Fiquei sabendo que o Igor continuava em tratamento, mesmo depois de semanas seu braço não tinha se curado nem um pouco. Eu até tentei visitá-lo, mas fui impedida, disseram que só iria piorar a situação.

Meu único refúgio era me afastar das pessoas do centro de treinamento. Não sei quantas vezes vim para este mesmo ponto na floresta, por mais que tomasse caminhos diferentes sempre acabava neste lugar. Aqui sinto-me em outra dimensão, como se o ar se dobrasse, como se a gravidade já não tivesse força e onde o céu estava à altura de minhas mãos. Eu estava totalmente conectada a este lugar.

Algo me chama a atenção, olho para o lado, não vejo nada a princípio, mas sei que aquele ponto em especial tem algo que não pertence a este lugar. Não estou com medo, não estou tampouco surpresa. Eu esperava por essa presença que vem me perseguindo há muito tempo. Um lobo negro, com seus olhos vermelhos aparece e caminha calmamente em minha direção, tudo nele grita a palavra perigo, mas não me sinto ameaçada. Quando chegou próximo o suficiente, abaixei-me e fiz um cafuné em sua cabeça, que foi bem recebido pela fera, pois ele virava sua cabeça em minhas mãos pedindo por mais.

- Eu sei que você não é apenas um lobo. O que você quer comigo? – Falei com ele e percebi um pouco de surpresa em seu olhar.

- Eu ainda não posso te dizer nem metade do que precisa saber. Metade do que posso te dizer a mataria antes dos seus inimigos. – Disse o lobo enquanto transformava-se em um homem belíssimo, tinha um porte militar, porém exibia um longo e liso cabelo preto que daria inveja a muitas mulheres, tinha um cavanhaque bem aparado e seus olhos azuis lembravam os da minha mãe. Não parecia ser mais velho do que eu.

- Quem é você? Porque não pode me contar se você sabe da verdade sobre mim?

- Sou seu avô, outrora chamado de Supremo Alfa ou coisa parecida. Nem mesmo eu entendo o que se passa com você Annie, mas posso ajudá-la a entender. Estive te acompanhando por muito tempo, finalmente você começou a revelar quem você realmente é.
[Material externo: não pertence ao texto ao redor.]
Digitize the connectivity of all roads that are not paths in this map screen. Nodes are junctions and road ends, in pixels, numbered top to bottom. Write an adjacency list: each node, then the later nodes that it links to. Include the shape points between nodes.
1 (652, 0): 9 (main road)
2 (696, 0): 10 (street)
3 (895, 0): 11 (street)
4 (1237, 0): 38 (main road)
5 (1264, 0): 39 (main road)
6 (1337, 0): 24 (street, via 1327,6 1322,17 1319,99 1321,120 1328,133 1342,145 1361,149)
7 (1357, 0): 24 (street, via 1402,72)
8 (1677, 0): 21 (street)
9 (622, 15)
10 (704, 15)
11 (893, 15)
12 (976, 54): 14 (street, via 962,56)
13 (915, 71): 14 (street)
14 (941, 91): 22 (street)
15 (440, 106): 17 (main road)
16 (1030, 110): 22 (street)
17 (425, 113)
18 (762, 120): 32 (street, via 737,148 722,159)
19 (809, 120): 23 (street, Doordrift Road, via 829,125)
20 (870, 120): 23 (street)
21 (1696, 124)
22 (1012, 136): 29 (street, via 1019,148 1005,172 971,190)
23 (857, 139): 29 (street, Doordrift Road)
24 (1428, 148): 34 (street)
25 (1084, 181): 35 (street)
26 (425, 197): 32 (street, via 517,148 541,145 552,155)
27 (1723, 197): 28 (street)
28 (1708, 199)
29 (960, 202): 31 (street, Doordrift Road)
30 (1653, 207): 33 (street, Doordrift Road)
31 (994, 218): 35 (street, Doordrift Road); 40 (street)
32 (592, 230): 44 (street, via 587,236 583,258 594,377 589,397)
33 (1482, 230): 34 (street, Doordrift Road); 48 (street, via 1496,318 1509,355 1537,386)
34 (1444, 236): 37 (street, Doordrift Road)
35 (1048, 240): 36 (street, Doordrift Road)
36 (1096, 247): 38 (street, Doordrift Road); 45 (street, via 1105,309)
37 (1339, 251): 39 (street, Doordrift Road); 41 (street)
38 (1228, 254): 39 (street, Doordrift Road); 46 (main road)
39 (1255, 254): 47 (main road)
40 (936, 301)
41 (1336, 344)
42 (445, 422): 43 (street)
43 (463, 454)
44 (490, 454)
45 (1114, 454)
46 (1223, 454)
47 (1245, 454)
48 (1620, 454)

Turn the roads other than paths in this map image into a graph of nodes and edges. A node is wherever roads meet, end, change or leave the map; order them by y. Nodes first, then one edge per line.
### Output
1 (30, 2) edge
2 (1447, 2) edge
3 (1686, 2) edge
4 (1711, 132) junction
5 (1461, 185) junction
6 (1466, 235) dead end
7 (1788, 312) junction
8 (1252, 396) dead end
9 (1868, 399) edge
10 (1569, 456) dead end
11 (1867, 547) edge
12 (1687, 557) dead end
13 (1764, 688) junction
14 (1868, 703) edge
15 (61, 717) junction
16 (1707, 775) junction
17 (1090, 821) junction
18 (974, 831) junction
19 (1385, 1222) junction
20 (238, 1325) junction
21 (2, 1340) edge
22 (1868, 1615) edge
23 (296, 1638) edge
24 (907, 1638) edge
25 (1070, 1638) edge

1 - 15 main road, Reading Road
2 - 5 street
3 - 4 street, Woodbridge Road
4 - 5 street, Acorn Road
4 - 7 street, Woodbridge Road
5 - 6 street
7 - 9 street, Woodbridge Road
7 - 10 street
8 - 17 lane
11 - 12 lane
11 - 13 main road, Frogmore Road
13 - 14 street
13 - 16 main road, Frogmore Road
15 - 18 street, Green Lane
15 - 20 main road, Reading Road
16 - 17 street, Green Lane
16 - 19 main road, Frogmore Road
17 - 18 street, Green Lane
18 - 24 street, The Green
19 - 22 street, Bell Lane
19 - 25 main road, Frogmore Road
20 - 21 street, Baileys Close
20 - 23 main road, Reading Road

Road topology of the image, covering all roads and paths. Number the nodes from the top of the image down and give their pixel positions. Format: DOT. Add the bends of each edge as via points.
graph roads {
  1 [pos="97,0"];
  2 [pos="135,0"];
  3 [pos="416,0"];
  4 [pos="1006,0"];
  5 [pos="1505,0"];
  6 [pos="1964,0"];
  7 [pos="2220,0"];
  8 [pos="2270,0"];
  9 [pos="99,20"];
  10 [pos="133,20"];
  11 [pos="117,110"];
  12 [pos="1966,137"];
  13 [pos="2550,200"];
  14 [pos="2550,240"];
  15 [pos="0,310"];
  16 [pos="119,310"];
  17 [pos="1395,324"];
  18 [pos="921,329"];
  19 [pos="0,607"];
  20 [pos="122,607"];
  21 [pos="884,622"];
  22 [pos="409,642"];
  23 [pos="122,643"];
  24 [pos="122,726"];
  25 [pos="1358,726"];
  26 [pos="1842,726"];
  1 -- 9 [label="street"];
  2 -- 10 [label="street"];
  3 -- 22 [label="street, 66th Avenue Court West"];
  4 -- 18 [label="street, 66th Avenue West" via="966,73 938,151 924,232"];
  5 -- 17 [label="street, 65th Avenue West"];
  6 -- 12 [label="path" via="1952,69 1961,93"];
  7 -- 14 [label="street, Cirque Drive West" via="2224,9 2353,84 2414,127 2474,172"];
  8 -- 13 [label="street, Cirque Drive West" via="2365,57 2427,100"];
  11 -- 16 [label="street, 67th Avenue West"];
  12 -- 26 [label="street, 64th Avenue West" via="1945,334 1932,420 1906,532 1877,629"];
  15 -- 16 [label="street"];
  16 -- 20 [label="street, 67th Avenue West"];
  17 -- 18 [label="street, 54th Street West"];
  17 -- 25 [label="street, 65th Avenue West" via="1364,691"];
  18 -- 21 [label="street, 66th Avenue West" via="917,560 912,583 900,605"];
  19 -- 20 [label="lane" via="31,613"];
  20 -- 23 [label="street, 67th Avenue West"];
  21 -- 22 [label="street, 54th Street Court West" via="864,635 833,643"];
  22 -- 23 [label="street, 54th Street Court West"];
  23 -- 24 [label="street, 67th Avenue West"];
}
- O quê eu sou? Um monstro?

- O que define um monstro para você? Não pode escolher sua raça, você simplesmente nasce. Mas um verdadeiro monstro, como eu, mata pessoas por prazer, engana e acabaria com qualquer um em seu caminho apenas por que estava enfadado. Você não é um monstro!

- Então porque eu aceitaria seus conselhos?

- Eu quero me redimir ao Mundo. Fazer uma coisa útil uma vez na vida. Você pode ser a chave para acabarmos de vez com essa guerra, de uma forma ou de outra. Em todas as vezes que sua mãe tentou me matar, por dentro eu desejava que ela conseguisse, mas vivo retornando do mundo dos mortos. Acredito que eu ainda tenha algo para fazer aqui. Pense nisso e se quiser minha ajuda, volte aqui amanhã, se não vier eu entenderei.

- Espera, avô... – Antes que eu pudesse falar alguma coisa, ele sumiu bem na minha frente. Eu estava novamente sozinha, todas as lembranças recentes caíram em minha mente de uma só vez, me fazendo chorar em silêncio. – Seu avô idiota! Isso é jeito de falar com sua neta? Bem que eu queria poder sumir também.

Quando retornei percebi que todos estavam correndo desesperados para a arena. Alguma coisa realmente séria estava acontecendo. Meu tio estava bem no centro tentando acalmar a todos, pedindo para sentarem-se. Percebi seu triste olhar quando me viu chegar.

- Acalmem-se! Todos já chegaram? – ele tentava gritar mais alto que o falatório.

- Você soube o que aconteceu? – Falava um garoto à minha frente.

- Não! Eu vim correndo quando tocou o alarme. – Respondeu o outro.

- Os vampiros atacaram uma cidade perto daqui.

- Quietos! – Gritou meu tio, dando um tiro para o alto com sua pistola. Até eu levei um susto. – Como alguns de vocês já sabem, os vampiros atacaram uma cidade perto daqui, aparentemente foram embora depois. O alto conselho pediu para que a nossa unidade de treinamento averiguasse o que eles pretendiam atacando esta cidade em especial. Vou escolher os melhores dentre vocês para me acompanharem, será uma ótima oportunidade para mostrarem o que aprenderam.

Ouvi meu tio chamar meia dúzia de alunos, entre eles a Bianca. Eu já pretendia me retirar quando ouvi o meu nome.

- Annie, apresente-se.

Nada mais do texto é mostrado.